確かに傷つく事は言ってしまいましたが、あの程度で大袈裟なと言う気持ちも正直ありました。
メールを読んだ私は、彼女に電話を掛けます。
一回目……。出ません。
二回目……。出ません。
三回目……。出ません。
空しく響く呼び出し音だけが、延々と続きました。
幾ら掛けても電話には出ないかも知れないと思った私は、次にメールを送りました。
「別れるとか意味が分からないよ。とにかくこのままモヤモヤしたままお別れなんて出来ないから、せめて電話に出てくれよ。頼む」
送信してから数分後に電話を掛けると、やっと猫は電話に出ました。
「あ、もしもし?」
「……はい」
猫はか細い声でそう答えました。鼻をすすっていたので、恐らく泣いていたのでしょう。
「いや、ごめん。本当に悪かったよ。たださ、俺も本気で言った訳じゃないよ。ほらさ、男子が好きな女子に良くするやつだよ。わざと悪く言ってさ、からかうみたいなね。でも、傷ついたのなら謝るよ。ごめんな。ほんと悪かったよ」
「わたしもな、あなたが本気で言ってない事も分かる。男性が女子にする悪ふざけなのも分かっとる」
「うん」
「これはな、わたしの悪い所なんや」
「悪いとこ?」
「エルくんには知られたくない」
「いや、言ってくれないと分からんやんか」
「わたしはそれを言うのと、ちんぽ一時間しゃぶるのどっちがええって言われたら、迷う事無くちんぽしゃぶる方を選ぶ。わたしにとってはそれぐらい嫌な事なんや」
「え!?そんな凄い事なの?」
「うーん……、たぶんエルくんが聞いても、ふーん何だそんな事かって言うかもしれん。けどな、わたしにとっては、ほんま一番知られたく無い部分やねん」
「そっか……、ま、言いたく無かったら言わなくても良いけどさ」
それから、暫くの沈黙がありました。
「分かった。言う」
沈黙を切り裂くように、猫がそう言いました。
「え?言うの?あ、じゃ……」
「直接は言いたく無いから、メールする。それ見て今後わたしと付き合うかどうか決めて」
「分かった」
「もう辛いから電話切ってもええ?」
「ああ、良いよ。じゃ」
私はそう言って、電話を切りました。
(それ程俺に話したくない事って何だろう)
私はそう思いました。
電話を切った後、色々と思考を巡らしましたが、これと言った答えは見つかりませんでした。

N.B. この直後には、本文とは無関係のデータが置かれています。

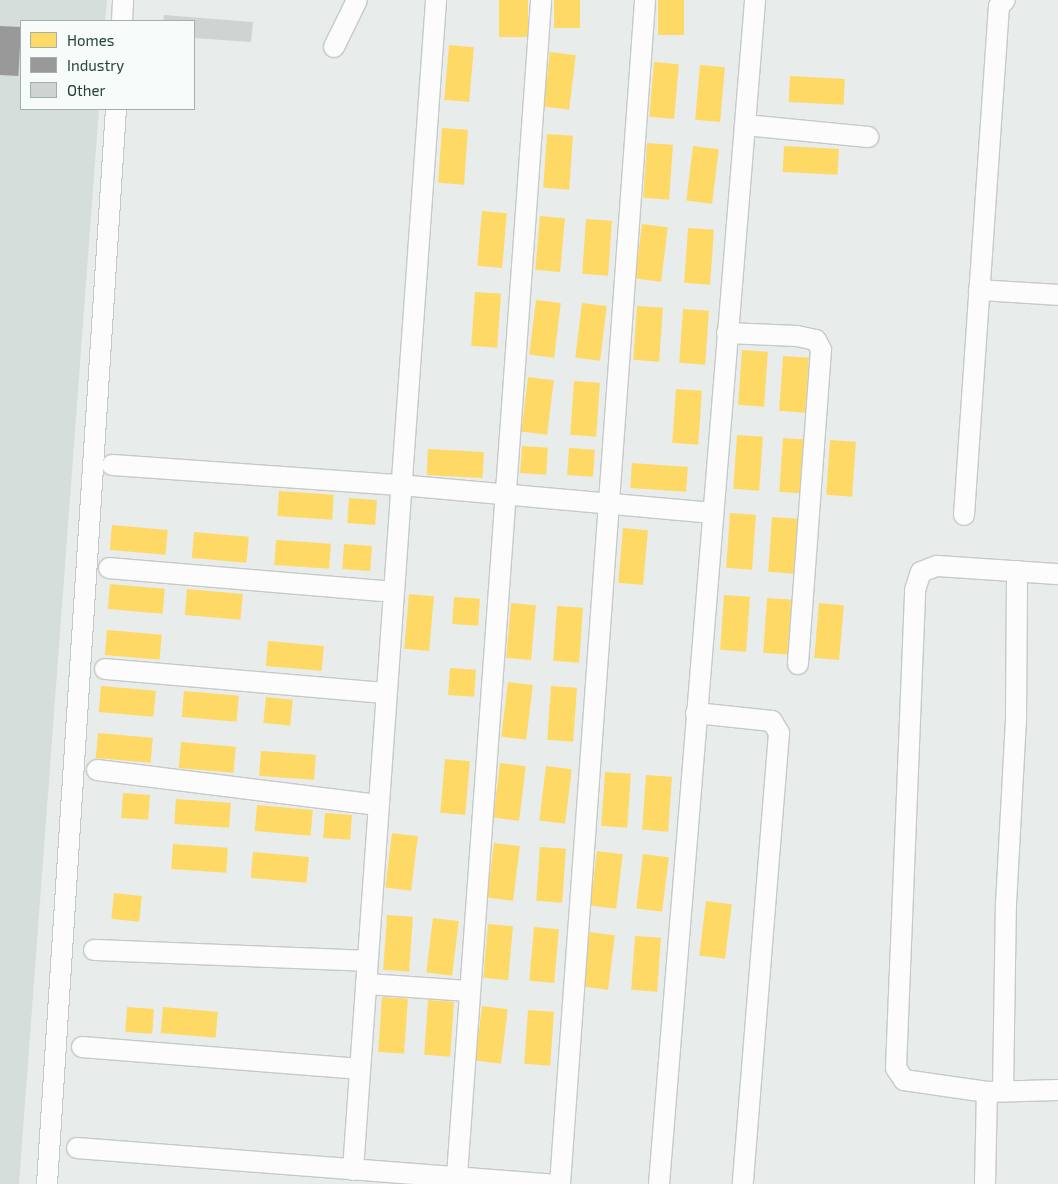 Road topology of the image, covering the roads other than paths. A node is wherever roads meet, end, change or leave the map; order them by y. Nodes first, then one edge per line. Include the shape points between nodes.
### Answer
1 (123, 0) edge
2 (357, 0) edge
3 (436, 0) edge
4 (541, 0) edge
5 (645, 0) edge
6 (755, 0) edge
7 (1005, 0) edge
8 (122, 20) edge
9 (334, 47) dead end
10 (116, 110) edge
11 (745, 126) junction
12 (868, 137) dead end
13 (978, 290) junction
14 (1058, 295) edge
15 (727, 333) junction
16 (112, 465) dead end
17 (400, 485) junction
18 (506, 495) junction
19 (611, 504) junction
20 (712, 513) junction
21 (964, 515) dead end
22 (110, 568) dead end
23 (1018, 571) junction
24 (1058, 574) edge
25 (393, 592) junction
26 (798, 664) dead end
27 (105, 669) dead end
28 (386, 693) junction
29 (696, 713) junction
30 (98, 770) dead end
31 (378, 805) junction
32 (94, 950) dead end
33 (367, 961) junction
34 (366, 984) junction
35 (470, 991) junction
36 (82, 1047) dead end
37 (360, 1069) junction
38 (1058, 1090) edge
39 (995, 1092) junction
40 (77, 1148) dead end
41 (353, 1170) junction
42 (319, 1176) edge
43 (457, 1176) junction
44 (47, 1184) edge
45 (548, 1184) edge
46 (560, 1184) edge
47 (659, 1184) edge
48 (743, 1184) edge
49 (985, 1184) edge

1 - 8 street
2 - 9 street
3 - 17 street
4 - 18 street
5 - 19 street
6 - 11 street
7 - 13 street via 999,6
10 - 44 street
11 - 12 street
11 - 15 street
13 - 14 street
13 - 21 street
15 - 20 street
15 - 26 street via 797,336 816,340 821,350
16 - 17 street
17 - 18 street
17 - 25 street
18 - 19 street
18 - 35 street
19 - 20 street
19 - 46 street
20 - 29 street
22 - 25 street
23 - 24 street
23 - 39 street via 1016,722
23 - 39 street via 936,566 921,572 915,590 896,1068 904,1080
25 - 28 street
27 - 28 street
28 - 31 street
29 - 47 street
29 - 48 street via 772,721 780,733
30 - 31 street
31 - 33 street
32 - 33 street
33 - 34 street
34 - 35 street
34 - 37 street
35 - 43 street
36 - 37 street
37 - 41 street
38 - 39 street
39 - 49 street
40 - 42 street
41 - 42 street
41 - 43 street
43 - 45 street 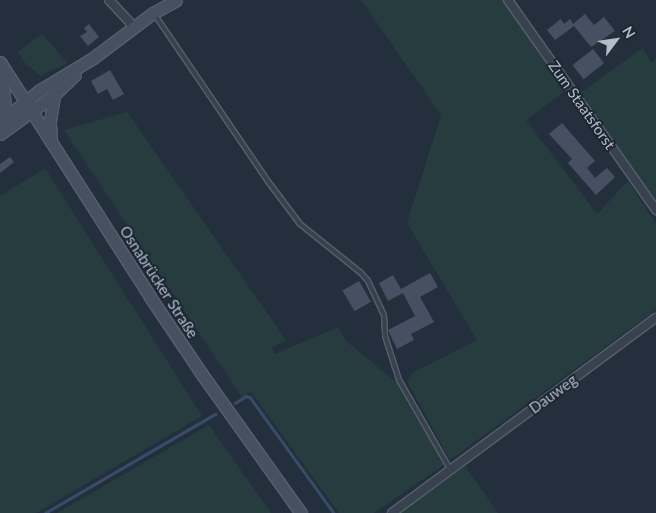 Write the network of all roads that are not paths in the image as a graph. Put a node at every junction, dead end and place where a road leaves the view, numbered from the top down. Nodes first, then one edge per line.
1 (109, 0) edge
2 (176, 0) edge
3 (508, 0) edge
4 (153, 14) junction
5 (134, 27) junction
6 (93, 58) junction
7 (0, 62) edge
8 (0, 68) edge
9 (54, 95) junction
10 (24, 101) junction
11 (31, 113) junction
12 (0, 121) edge
13 (0, 134) edge
14 (51, 144) junction
15 (656, 210) edge
16 (656, 318) edge
17 (451, 470) junction
18 (301, 513) edge
19 (392, 513) edge

1 - 5 street
2 - 4 main road
3 - 15 street, Zum Staatsforst
4 - 5 main road
4 - 17 lane
5 - 6 main road
6 - 9 main road
6 - 10 main road
7 - 10 main road, Osnabrücker Straße
8 - 12 main road
9 - 11 main road
9 - 14 main road
10 - 11 main road, Osnabrücker Straße
10 - 12 main road
11 - 13 main road
11 - 14 main road, Osnabrücker Straße
14 - 18 main road, Osnabrücker Straße
16 - 17 street, Dauweg
17 - 19 street, Dauweg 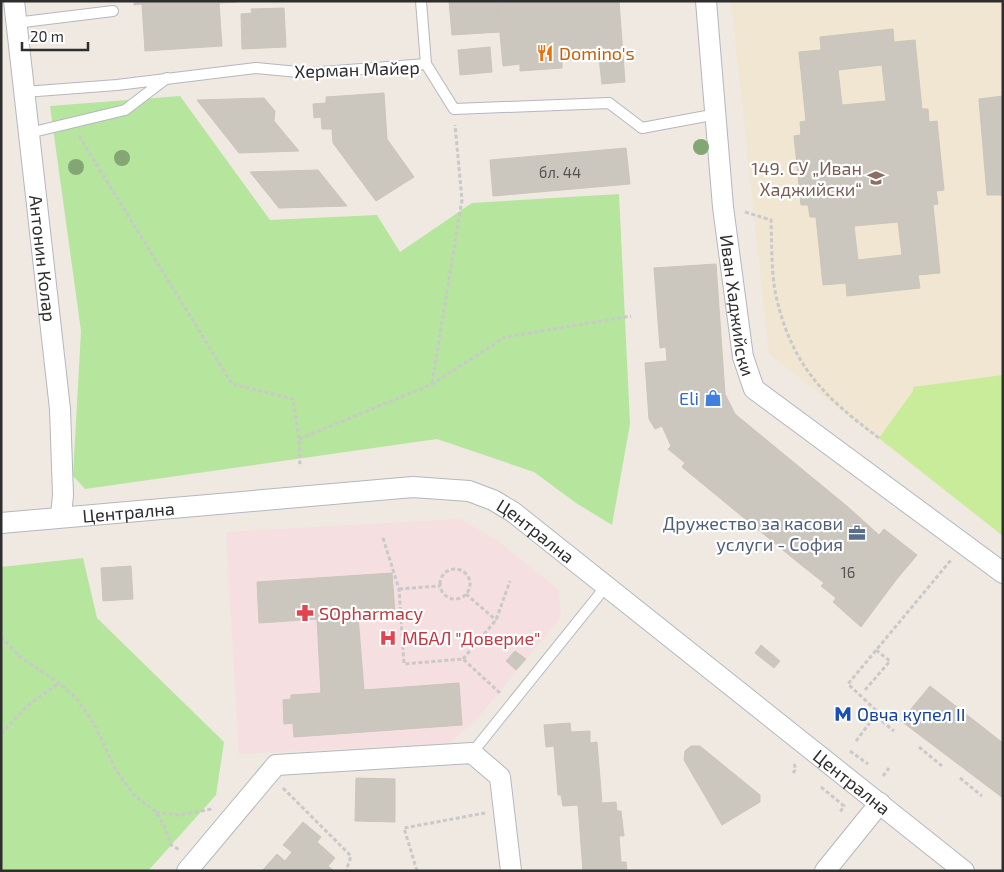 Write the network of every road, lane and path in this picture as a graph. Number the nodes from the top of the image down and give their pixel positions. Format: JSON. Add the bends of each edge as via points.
{"nodes":[{"id":1,"x":14,"y":1,"type":"edge"},
{"id":2,"x":421,"y":1,"type":"edge"},
{"id":3,"x":706,"y":1,"type":"edge"},
{"id":4,"x":114,"y":11,"type":"dead end"},
{"id":5,"x":15,"y":22,"type":"junction"},
{"id":6,"x":426,"y":64,"type":"junction"},
{"id":7,"x":167,"y":78,"type":"junction"},
{"id":8,"x":24,"y":92,"type":"junction"},
{"id":9,"x":454,"y":109,"type":"junction"},
{"id":10,"x":716,"y":114,"type":"junction"},
{"id":11,"x":72,"y":124,"type":"junction"},
{"id":12,"x":29,"y":133,"type":"junction"},
{"id":13,"x":723,"y":206,"type":"junction"},
{"id":14,"x":631,"y":316,"type":"dead end"},
{"id":15,"x":432,"y":384,"type":"junction"},
{"id":16,"x":879,"y":438,"type":"dead end"},
{"id":17,"x":299,"y":439,"type":"junction"},
{"id":18,"x":300,"y":467,"type":"dead end"},
{"id":19,"x":61,"y":516,"type":"junction"},
{"id":20,"x":1,"y":523,"type":"edge"},
{"id":21,"x":383,"y":538,"type":"dead end"},
{"id":22,"x":965,"y":544,"type":"junction"},
{"id":23,"x":1003,"y":573,"type":"edge"},
{"id":24,"x":510,"y":582,"type":"dead end"},
{"id":25,"x":607,"y":585,"type":"junction"},
{"id":26,"x":440,"y":586,"type":"junction"},
{"id":27,"x":399,"y":589,"type":"junction"},
{"id":28,"x":466,"y":594,"type":"junction"},
{"id":29,"x":496,"y":620,"type":"junction"},
{"id":30,"x":1,"y":637,"type":"edge"},
{"id":31,"x":876,"y":650,"type":"junction"},
{"id":32,"x":463,"y":660,"type":"junction"},
{"id":33,"x":59,"y":683,"type":"junction"},
{"id":34,"x":865,"y":690,"type":"dead end"},
{"id":35,"x":513,"y":704,"type":"junction"},
{"id":36,"x":867,"y":716,"type":"dead end"},
{"id":37,"x":877,"y":717,"type":"dead end"},
{"id":38,"x":872,"y":720,"type":"junction"},
{"id":39,"x":894,"y":731,"type":"dead end"},
{"id":40,"x":1,"y":734,"type":"edge"},
{"id":41,"x":856,"y":741,"type":"dead end"},
{"id":42,"x":919,"y":748,"type":"dead end"},
{"id":43,"x":850,"y":751,"type":"dead end"},
{"id":44,"x":472,"y":753,"type":"junction"},
{"id":45,"x":794,"y":764,"type":"dead end"},
{"id":46,"x":868,"y":764,"type":"dead end"},
{"id":47,"x":942,"y":766,"type":"dead end"},
{"id":48,"x":889,"y":768,"type":"dead end"},
{"id":49,"x":268,"y":773,"type":"junction"},
{"id":50,"x":792,"y":774,"type":"dead end"},
{"id":51,"x":883,"y":776,"type":"dead end"},
{"id":52,"x":960,"y":778,"type":"dead end"},
{"id":53,"x":821,"y":787,"type":"dead end"},
{"id":54,"x":982,"y":796,"type":"dead end"},
{"id":55,"x":880,"y":803,"type":"junction"},
{"id":56,"x":241,"y":807,"type":"junction"},
{"id":57,"x":504,"y":810,"type":"junction"},
{"id":58,"x":156,"y":812,"type":"junction"},
{"id":59,"x":840,"y":812,"type":"dead end"},
{"id":60,"x":191,"y":865,"type":"edge"},
{"id":61,"x":346,"y":871,"type":"edge"},
{"id":62,"x":417,"y":871,"type":"edge"},
{"id":63,"x":511,"y":871,"type":"edge"},
{"id":64,"x":825,"y":871,"type":"edge"},
{"id":65,"x":964,"y":871,"type":"edge"}],
"edges":[{"from":1,"to":5,"type":"street","name":"Антонин Колар"},
{"from":2,"to":6,"type":"lane"},
{"from":3,"to":10,"type":"street","name":"Иван Хаджийски"},
{"from":4,"to":5,"type":"lane"},
{"from":5,"to":8,"type":"street","name":"Антонин Колар"},
{"from":6,"to":7,"type":"lane","name":"Херман Майер","via":[[309,74],[256,68]]},
{"from":6,"to":9,"type":"lane","name":"Херман Майер"},
{"from":7,"to":8,"type":"lane","name":"Херман Майер"},
{"from":7,"to":11,"type":"lane","via":[[124,110]]},
{"from":8,"to":12,"type":"street","name":"Антонин Колар"},
{"from":9,"to":10,"type":"lane","via":[[609,103],[642,128]]},
{"from":9,"to":15,"type":"path","via":[[462,200]]},
{"from":10,"to":13,"type":"street","name":"Иван Хаджийски"},
{"from":11,"to":12,"type":"lane"},
{"from":11,"to":17,"type":"path","via":[[232,384],[293,399]]},
{"from":12,"to":19,"type":"street","name":"Антонин Колар","via":[[60,409]]},
{"from":13,"to":16,"type":"path","via":[[771,220],[776,295],[794,348],[814,382],[849,416]]},
{"from":13,"to":22,"type":"street","name":"Иван Хаджийски","via":[[743,357],[754,389]]},
{"from":14,"to":15,"type":"path","via":[[505,337]]},
{"from":15,"to":17,"type":"path"},
{"from":17,"to":18,"type":"path"},
{"from":19,"to":20,"type":"street","name":"Централна"},
{"from":19,"to":25,"type":"street","name":"Централна","via":[[413,487],[469,491],[513,512]]},
{"from":21,"to":27,"type":"path"},
{"from":22,"to":23,"type":"street","name":"Иван Хаджийски"},
{"from":22,"to":31,"type":"path"},
{"from":24,"to":29,"type":"path"},
{"from":25,"to":35,"type":"lane"},
{"from":25,"to":55,"type":"street","name":"Централна"},
{"from":26,"to":27,"type":"path"},
{"from":26,"to":28,"type":"path","via":[[454,599]]},
{"from":26,"to":28,"type":"path","via":[[444,574],[456,570],[468,576]]},
{"from":27,"to":32,"type":"path","via":[[404,664]]},
{"from":28,"to":29,"type":"path"},
{"from":29,"to":32,"type":"path"},
{"from":30,"to":33,"type":"path","via":[[20,658]]},
{"from":31,"to":34,"type":"path","via":[[890,661]]},
{"from":31,"to":38,"type":"path","via":[[848,684],[878,712]]},
{"from":32,"to":35,"type":"path"},
{"from":33,"to":40,"type":"path","via":[[28,705]]},
{"from":33,"to":58,"type":"path","via":[[77,699],[94,724],[116,770],[130,790]]},
{"from":35,"to":44,"type":"lane"},
{"from":36,"to":38,"type":"path"},
{"from":37,"to":39,"type":"path"},
{"from":38,"to":41,"type":"path"},
{"from":42,"to":47,"type":"path"},
{"from":43,"to":46,"type":"path"},
{"from":44,"to":49,"type":"street","via":[[276,765]]},
{"from":44,"to":57,"type":"street","via":[[500,777]]},
{"from":45,"to":50,"type":"path","via":[[796,769]]},
{"from":48,"to":51,"type":"path"},
{"from":49,"to":56,"type":"street"},
{"from":49,"to":61,"type":"path","via":[[351,856]]},
{"from":52,"to":54,"type":"path"},
{"from":53,"to":59,"type":"path","via":[[844,806]]},
{"from":55,"to":64,"type":"street"},
{"from":55,"to":65,"type":"street","name":"Централна"},
{"from":56,"to":58,"type":"path","via":[[178,815]]},
{"from":56,"to":60,"type":"street"},
{"from":57,"to":62,"type":"path","via":[[404,828]]},
{"from":57,"to":63,"type":"street"},
{"from":58,"to":60,"type":"path","via":[[172,845]]}]}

それから数時間が経過してから、猫から長文のメールが届きました。
さすがに内容は公開する事は出来ませんが、幼い頃に親から受けた虐待によって、自分が醜形恐怖症になってしまった事。そしてその醜形恐怖症とはどう言った病気で、自分はそのせいでああ言った冗談を冗談と受け止められない事。そんな面倒くさい自分を受け止められるのか?嫌いにならないかと心配する内容へと続いていました。
醜形恐怖症。
初めて聞く病名でした。
ただ、私の感想はやっぱり、
「ふーん、何だそんな事か」
でした。
本人にとっては、とても勇気のいる告白だったのでしょうけど、今は細分化されて色々な病名がついているだけで、昔はそんな病気は無かったと思います。そう言う意味で言ったら、何も抱えていない人間の方が少ないと思います。私だって病名を付けようと思ったら、幾つもの精神疾患を抱えていると自分でも思います。
ただ、今後二度と彼女の顔の事で、冗談を言ったりする事が無い様に気を付けようとは思いました。
さて、メールを読んだ私は、直ぐに猫に電話を掛けました。
そしてこう伝えました。
「もう二度と、あなたの顔の事を話のネタにはしない」
事と、
「猫は可愛いよ」
って事です。
猫は言いました。
「もう一度だけ、あなたの言葉を信じる」
と。
私は、改めて宜しくねと答えました。